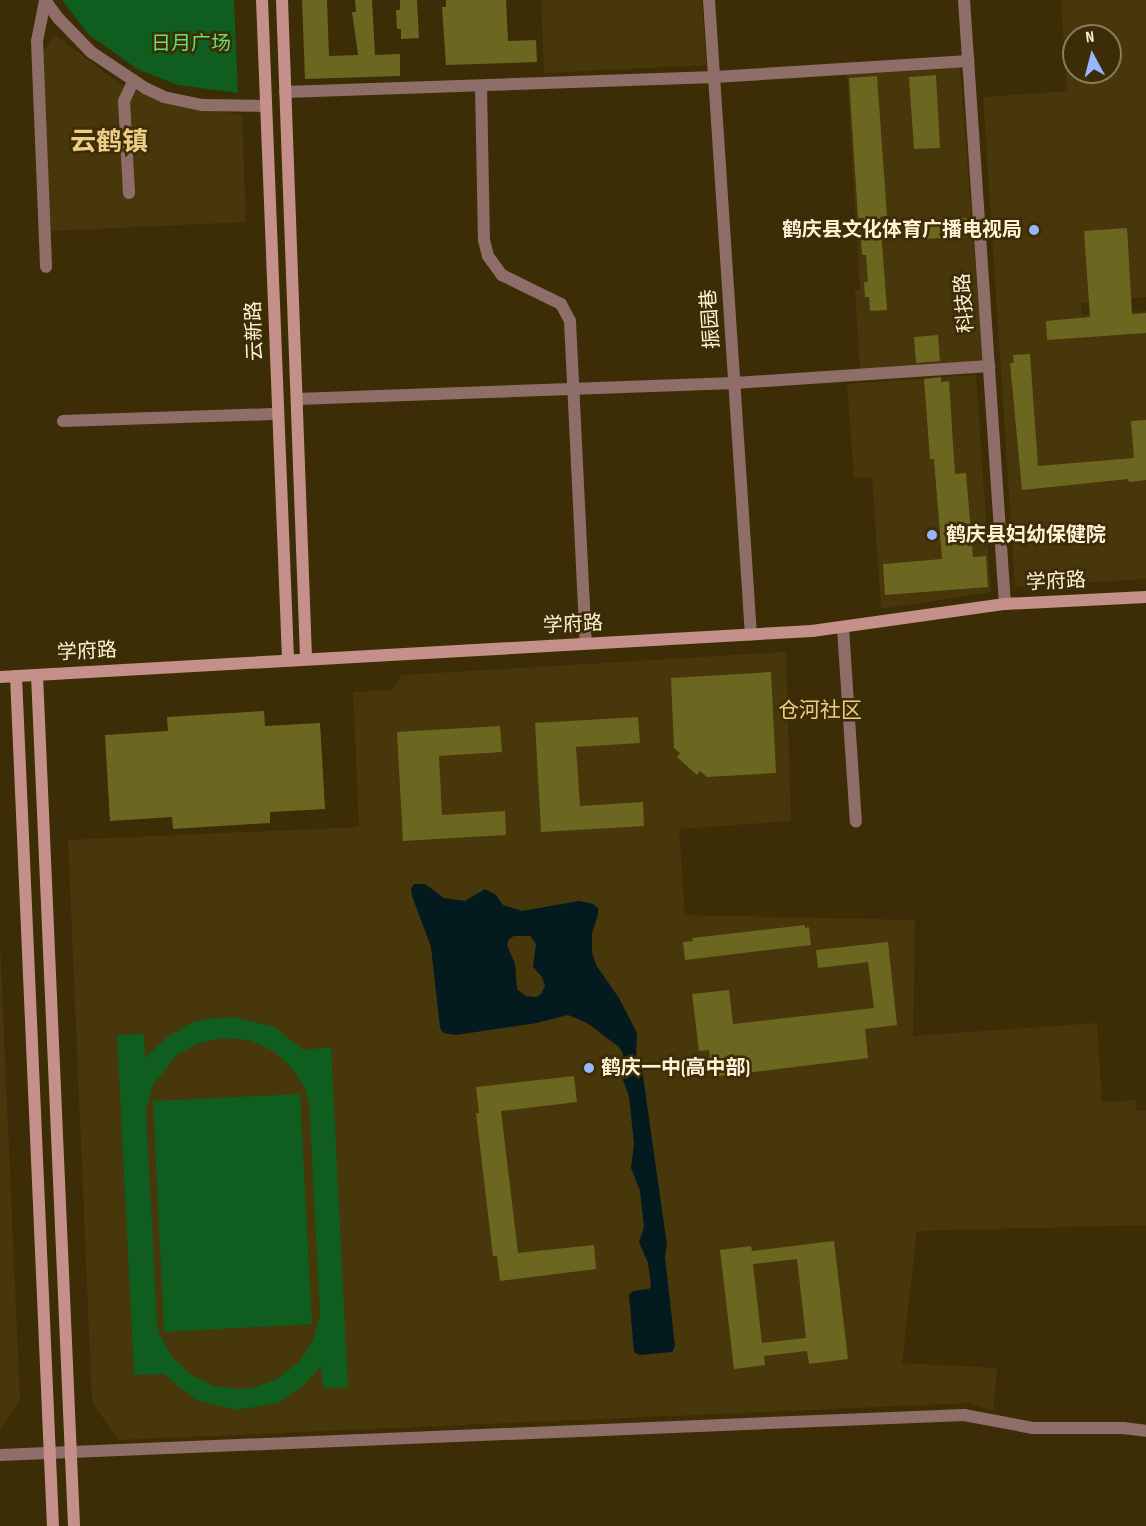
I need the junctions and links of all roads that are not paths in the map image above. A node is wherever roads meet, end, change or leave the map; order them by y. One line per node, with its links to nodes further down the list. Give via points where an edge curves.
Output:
1 (262, 0): 11 (street, 云新路)
2 (282, 0): 10 (street, 云新路)
3 (709, 0): 7 (street, 振园巷)
4 (964, 0): 6 (street, 科技路)
5 (45, 1): 8 (street, via 91,52); 13 (street, via 37,41)
6 (969, 61): 7 (street); 14 (street, 科技路)
7 (715, 77): 9 (street); 15 (street, 振园巷)
8 (133, 82): 11 (street, via 183,102 223,107); 12 (street, via 124,101)
9 (481, 86): 10 (street); 16 (street, via 485,248 502,275 561,304 567,313)
10 (285, 92): 17 (street, 云新路)
11 (266, 106): 18 (street, 云新路)
12 (129, 193)
13 (46, 267)
14 (989, 366): 15 (street); 21 (street, 科技路)
15 (735, 383): 16 (street); 23 (street, 振园巷)
16 (574, 389): 17 (street); 24 (street)
17 (297, 399): 25 (street, 云新路)
18 (278, 414): 19 (street); 26 (street, 云新路)
19 (63, 421)
20 (1146, 597): 21 (street, 学府路)
21 (1005, 604): 22 (street, 学府路)
22 (843, 628): 23 (street, 学府路); 30 (street)
23 (751, 635): 24 (street, 学府路)
24 (586, 644): 25 (street, 学府路)
25 (306, 659): 26 (street, 学府路)
26 (288, 660): 27 (street, 学府路)
27 (36, 675): 28 (street, 学府路); 32 (street)
28 (16, 676): 29 (street, 学府路); 33 (street)
29 (0, 677)
30 (856, 822)
31 (1146, 1431): 32 (street, via 1034,1428 964,1415)
32 (70, 1452): 33 (street); 36 (street)
33 (50, 1453): 34 (street); 35 (street)
34 (0, 1455)
35 (53, 1526)
36 (74, 1526)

# # #

WHAT YOU WILL DO :: Text only, no pictures: copy every entry exactly.

PROBLEM SOLUTION ::
I need the junctions and links of all roads that are not paths in the map image above. A node is wherever roads meet, end, change or leave the map; order them by y. One line per node, with its links to nodes further down the list. Give via points where an edge curves.
Output:
1 (262, 0): 11 (street, 云新路)
2 (282, 0): 10 (street, 云新路)
3 (709, 0): 7 (street, 振园巷)
4 (964, 0): 6 (street, 科技路)
5 (45, 1): 8 (street, via 91,52); 13 (street, via 37,41)
6 (969, 61): 7 (street); 14 (street, 科技路)
7 (715, 77): 9 (street); 15 (street, 振园巷)
8 (133, 82): 11 (street, via 183,102 223,107); 12 (street, via 124,101)
9 (481, 86): 10 (street); 16 (street, via 485,248 502,275 561,304 567,313)
10 (285, 92): 17 (street, 云新路)
11 (266, 106): 18 (street, 云新路)
12 (129, 193)
13 (46, 267)
14 (989, 366): 15 (street); 21 (street, 科技路)
15 (735, 383): 16 (street); 23 (street, 振园巷)
16 (574, 389): 17 (street); 24 (street)
17 (297, 399): 25 (street, 云新路)
18 (278, 414): 19 (street); 26 (street, 云新路)
19 (63, 421)
20 (1146, 597): 21 (street, 学府路)
21 (1005, 604): 22 (street, 学府路)
22 (843, 628): 23 (street, 学府路); 30 (street)
23 (751, 635): 24 (street, 学府路)
24 (586, 644): 25 (street, 学府路)
25 (306, 659): 26 (street, 学府路)
26 (288, 660): 27 (street, 学府路)
27 (36, 675): 28 (street, 学府路); 32 (street)
28 (16, 676): 29 (street, 学府路); 33 (street)
29 (0, 677)
30 (856, 822)
31 (1146, 1431): 32 (street, via 1034,1428 964,1415)
32 (70, 1452): 33 (street); 36 (street)
33 (50, 1453): 34 (street); 35 (street)
34 (0, 1455)
35 (53, 1526)
36 (74, 1526)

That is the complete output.